— Ложись лучше, а я не лягу, — сказала няня.
— И я не лягу! На всякий случай зашью все бумаги себе в лиф.
— Что же, осторожность никогда не вредит.
Саша пошла в комод, выбрала все свои и теткины бумаги и зашила их в лиф, который тотчас же надела.
Ни старуха, ни девушка не ложились в эту ночь, да если бы и легли, то не могли бы спать. В семь часов начало брезжит и Саша, взглянув в окно, увидела, что по проспекту идут люди и несут пожитки. Она быстро подошла к Кате, подняла ее и стала одевать.
— Знаешь, Сашенька, народ-то выбирается, — сказала вошедшая старуха.
— Надо уходить. Помоги одеть Катю.
— Мы гулять идем? — спрашивала девочка.
— Да, милая, гулять, на ту сторону.
Пока Катю одевали, собирали да поили чаем, пробило и девять часов.
— С Гавани народ бежит, все затопило.
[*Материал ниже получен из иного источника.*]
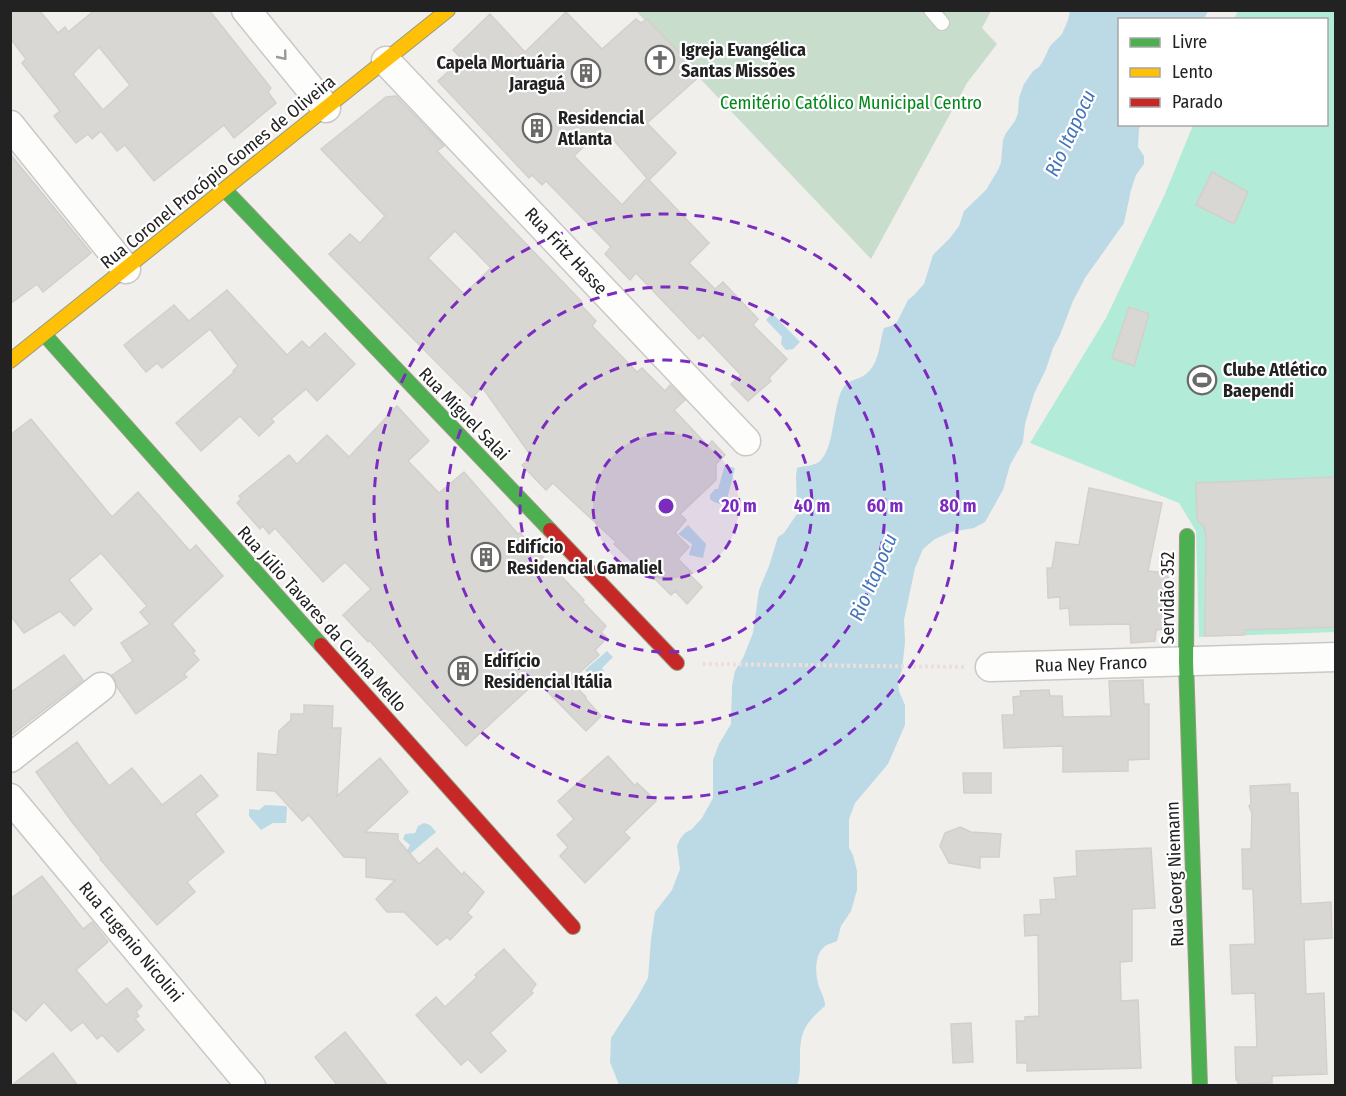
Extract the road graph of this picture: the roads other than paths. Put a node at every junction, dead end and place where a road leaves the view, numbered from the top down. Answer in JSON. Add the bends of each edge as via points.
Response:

Идите с Богом, — говорила старушка.
— А ты, няня? — спросила Саша.
— Раз ведь сидела на чердаке и теперь посижу, — шутя ответила она.
Саша взяла за руку Катю и вышла из калитки. Посреди улицы уже бежали ручейки.
Ветер рвал до такой степени сильно, что Катя на первом же перекрестке стала кричать и плакать:
— Домой хочу! Домой!
Саше пришлось взять ее на руки и понести. Со Среднего проспекта она свернула в Одиннадцатую линию, желая выбраться на Большой проспект. Нести девочку ей было не под силу и она опять поставила ее на ноги.
— Не плачь, Катя, — утешала она девочку. — мы идем к твоей маме!
На Катя билась и рвалась. На Большом проспекте, на перекрестках, образовались уже целые озера и переходить линии приходилось уже по щиколку в воде.
Девушка не теряла присутствия духа и, не смотря на страшное утомление, двигалась вперед. Вот они подходят уже и к третьей линии, но тут, вместе с порывом вихря, с таким страшным порывом, от которого трудно было устоять на ногах, пронесся крик ужаса, вырвавшийся из сотни уст спасавшегося народа, и гул стремительно несущейся воды.